Allerdings hat das LG Berlin mit Urteil vom 11.3.2003 (Az. 63 S 179/02) entschieden, dass ein vor Ende der Preisbindung einer öffentlich geförderten Wohnung erfolgtes Mieterhöhungsverlangen dann formell unwirksam sei, wenn in ihm nicht der Umstand der Beendigung der Preisbindung und dessen Zeitpunkt ausdrücklich bekannt gemacht werde. Etwas anderes ergebe sich lediglich, wenn der Mieter bereits vom Ende der Preisbindung anderweitig in Kenntnis gesetzt worden sei. Das Gericht führt aus: "Die Tatsache allein, dass das Erhöhungsverlangen auf §§ 558 ff. BGB gestützt wird, reicht nicht aus, um den Mieter von der Beendigung der Preisbindung in Kenntnis zu setzen. ... Ein Mieter, der während der Preisbindung ohne weitere Erläuterung ein Erhöhungsverlangen nach §§ 558 ff. BGB erhält, ist nicht darauf zu verweisen, eigene Nachforschungen beim Bezirksamt anstellen zu müssen. ... Insbesondere dann, wenn dem Mieter beim Auslaufen der Preisbindung die Voraussetzungen der Anwendbarkeit der §§ 558 ff. BGB dem Grunde nach überhaupt erst zur Kenntnis zu bringen sind, kann auf eine dahingehende Erläuterung, die in der Mehrzahl der Fälle unproblematisch zumindest mit dem Erhöhungsverlangen verbunden werden kann, nicht verzichtet werden."

Es kann in Ihrem Fall aufgrund der nicht eindeutigen Formulierung zum Bindungsende daher durchaus argumentiert werden, dass das Mieterhöhungsverlangen aufgrund der fehlenden Bekanntmachung des Zeitpunkts der Beendigung der Preisbindung formell unwirksam ist.


Ich hoffe, Ihnen eine erste hilfreiche Orientierung ermöglicht zu haben. Bei Unklarheiten benutzen Sie bitte die kostenfreie Nachfragefunktion.

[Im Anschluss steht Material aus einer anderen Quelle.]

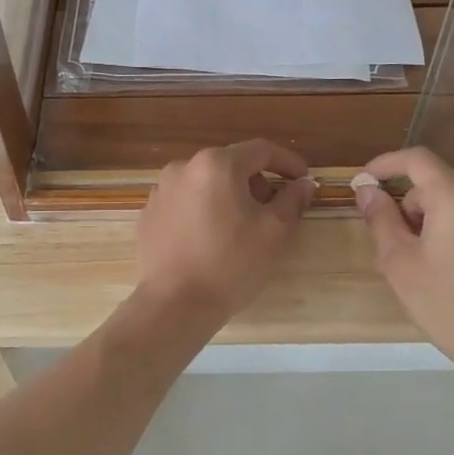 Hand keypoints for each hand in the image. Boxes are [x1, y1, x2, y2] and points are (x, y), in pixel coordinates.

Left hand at [137, 141, 315, 324]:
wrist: (174, 304)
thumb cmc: (230, 264)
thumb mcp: (274, 232)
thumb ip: (292, 200)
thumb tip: (303, 184)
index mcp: (216, 164)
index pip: (261, 150)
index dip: (288, 162)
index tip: (304, 180)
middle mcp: (183, 167)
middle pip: (231, 164)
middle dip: (257, 182)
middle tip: (274, 210)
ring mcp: (161, 190)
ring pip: (207, 183)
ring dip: (230, 196)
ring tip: (242, 227)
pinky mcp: (149, 214)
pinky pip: (186, 202)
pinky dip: (204, 210)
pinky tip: (212, 239)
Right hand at [352, 147, 453, 376]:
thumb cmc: (446, 304)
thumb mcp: (400, 263)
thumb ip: (381, 218)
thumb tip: (367, 189)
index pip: (417, 160)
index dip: (387, 164)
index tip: (367, 179)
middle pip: (439, 188)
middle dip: (413, 209)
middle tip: (397, 249)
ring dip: (439, 223)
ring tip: (430, 266) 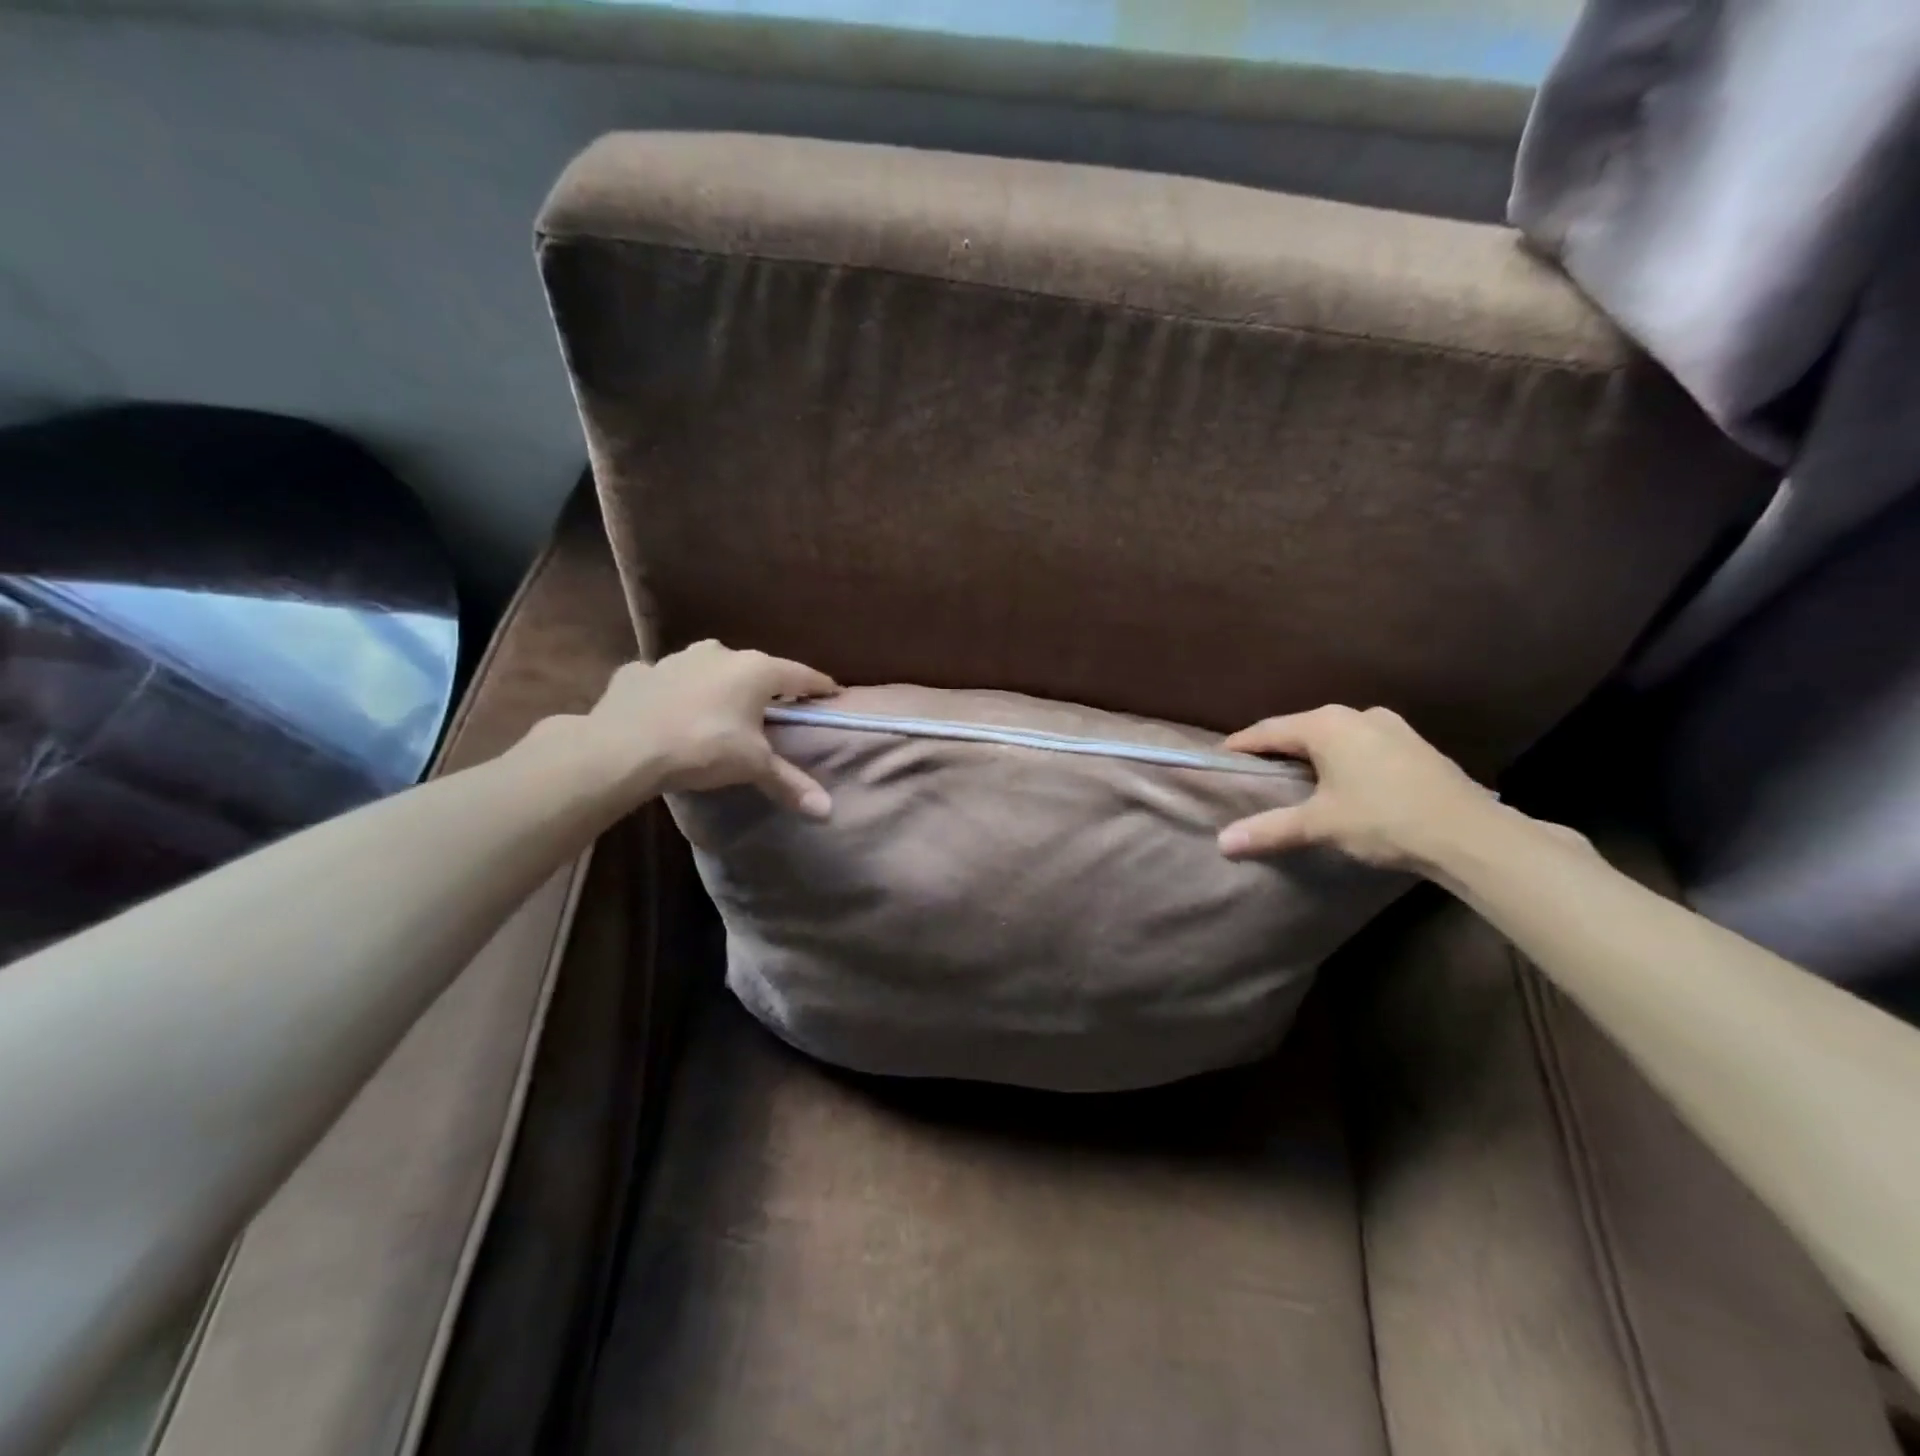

Bedenken Sie bitte, dass ich Ihnen hier im Rahmen einer Erstberatung ohne Kenntnis aller Umstände keinen abschließenden Rat geben kann. Sofern Sie eine abschließende Beurteilung des Sachverhaltes wünschen, empfehle ich, einen Rechtsanwalt zu kontaktieren und die Sachlage mit diesem bei Einsicht in sämtliche Unterlagen konkret zu erörtern.